Бедеверы сегодня в патруле в метро, но мы остаемся наверху как можно дольше. Никому не нравятся подземные патрули, и мне говорили, что в прошлые годы рыцари готовы были на любую сделку, чтобы поменяться маршрутами, – обещали бочку лотосового сока или соглашались целый месяц заполнять за других отчеты о патрулях, даже своих лошадей предлагали. И это не просто потому, что кошмары, которые встречались внизу, обычно были куда хуже тех, что бродили поверху, – дело было в ощущениях. Станции метро могли быть забиты людьми, но как только вы оказывались на путях, или в заброшенных туннелях, куда забредали некоторые одинокие сновидцы, все становилось по-настоящему страшным. Наши шлемы испускали под землей слабое свечение, но все равно трудно было рассмотреть то, что вдали, а кошмары или поезда могли возникнуть пугающе быстро. Использовать фонари для освещения дороги не разрешалось: они обычно привлекали инспайров, а значит, и кошмары…
Рейчел сообщает нам через шлемы, что под станцией «Хаммерсмит» что-то заметили, так что мы спешиваемся и оставляем лошадей жевать турнепс и брюкву на рыночных прилавках по соседству. Пробегая мимо сновидцев, мы летим над эскалаторами в глубины под Лондоном.
– Это к югу от станции, – звучит в моем шлеме голос Рейчел.
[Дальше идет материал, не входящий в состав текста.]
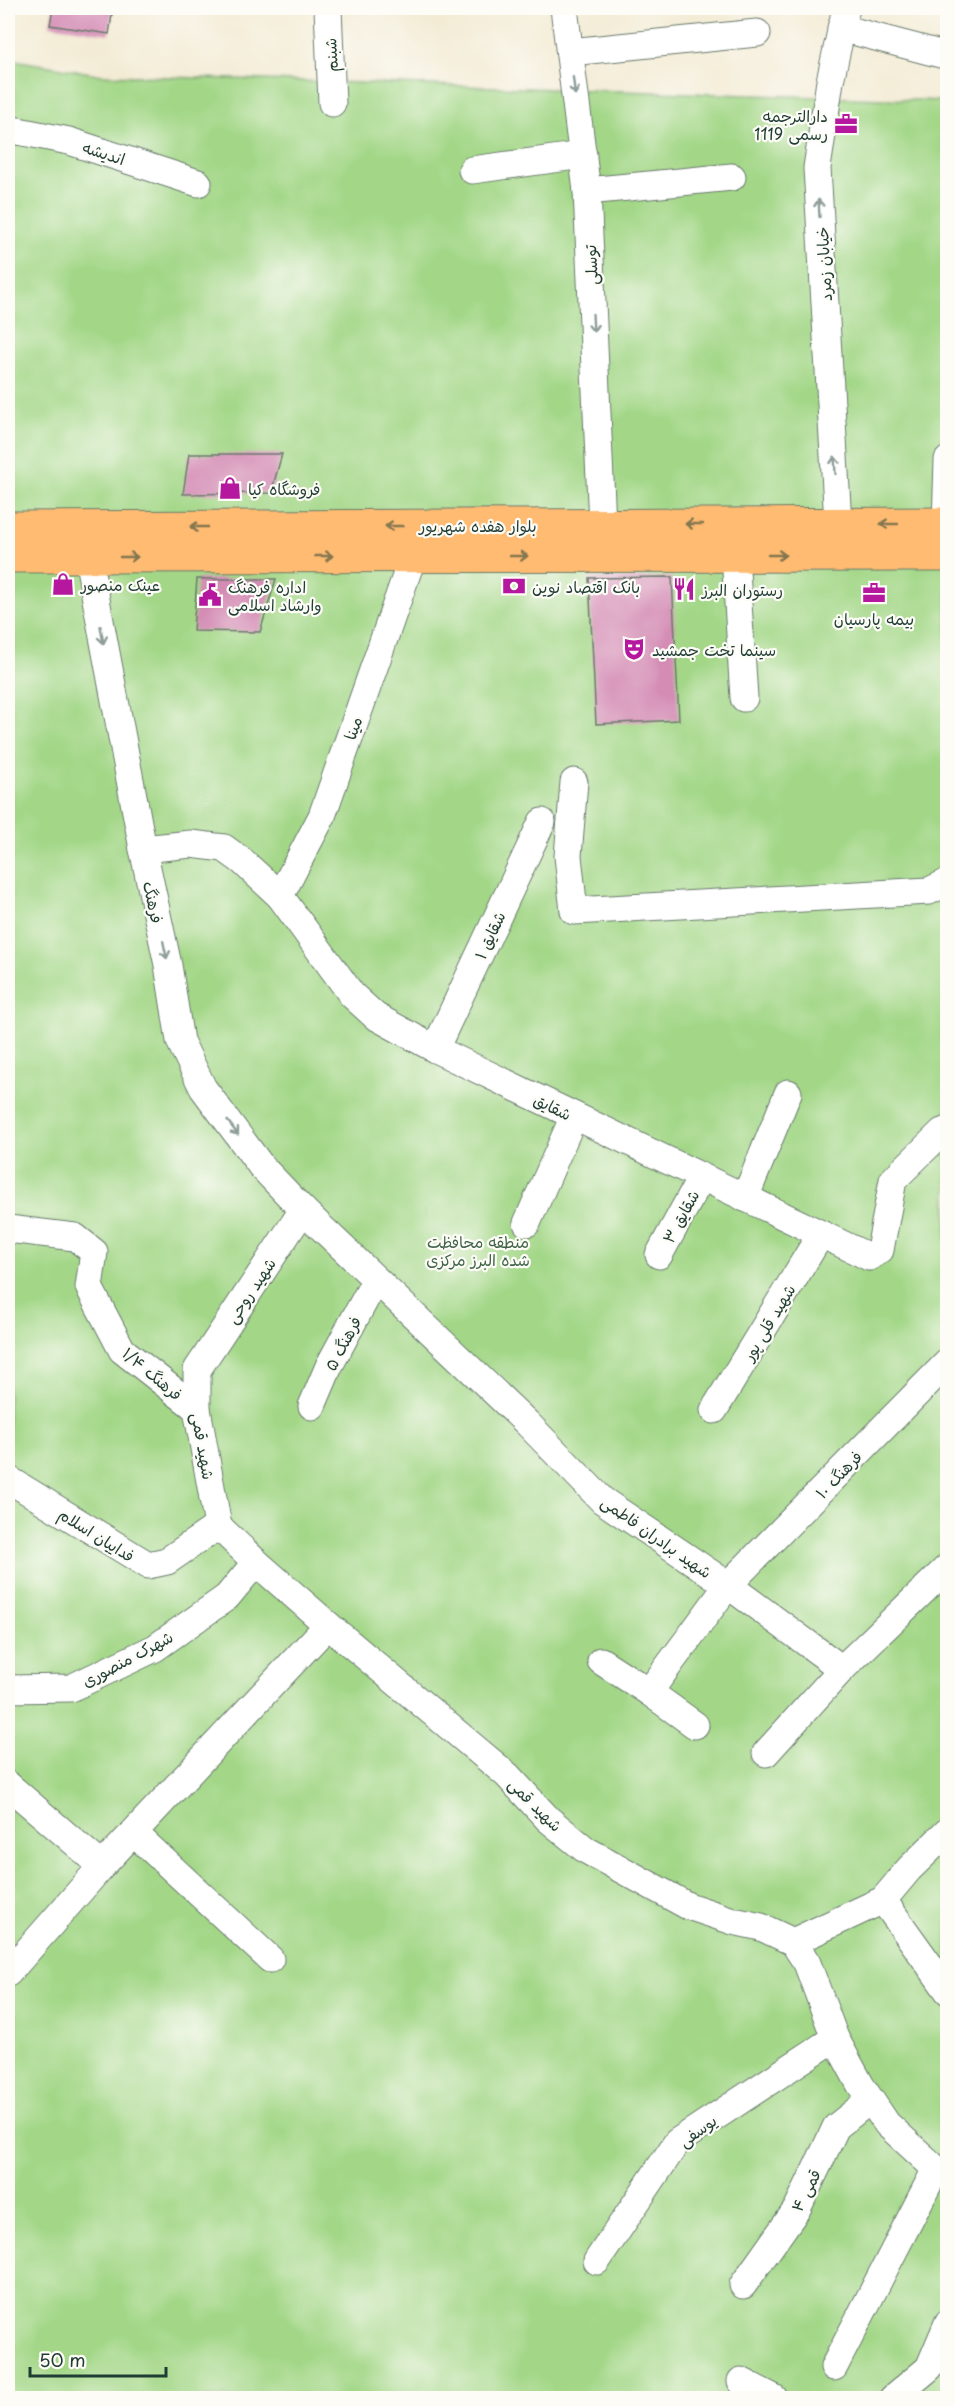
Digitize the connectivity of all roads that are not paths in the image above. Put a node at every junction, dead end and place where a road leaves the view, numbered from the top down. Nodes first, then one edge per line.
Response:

И очень скоро мы слышим шум схватки. Но в нем нет ничего драматичного, как я предполагала, – ни крика, ни визга, а лишь низкий напряженный рев.
Звуки исходят из старого туннеля – я знаю его, потому что как-то раз папа водил нас с Олли туда на экскурсию. Старый подземный штаб превращен в музей Второй мировой войны. Мой желудок сжимается. В музеях возникают худшие из кошмаров. Они слишком возбуждают воображение – и это не так уж плохо, если в итоге возникают хорошие сны, но когда сновидец пугается или нервничает из-за того, что видит, все становится опасным.
Мы бежим за угол и замечаем открытую дверь, в проеме которой мечутся свет и тени. Отлично. Единственная дверь – а это значит, что, кто бы из нас ни вошел туда первым, он превратится в отличную цель. Самсон подает мне знак, я ощупью иду вдоль стены, пока не добираюсь до двери. Закрыв глаза, я посылаю из затылка свой Иммрал вдоль руки к кончикам пальцев… «Шире!» – приказываю я двери, и, скрипя под тяжестью тысяч воспоминаний, дверь подчиняется.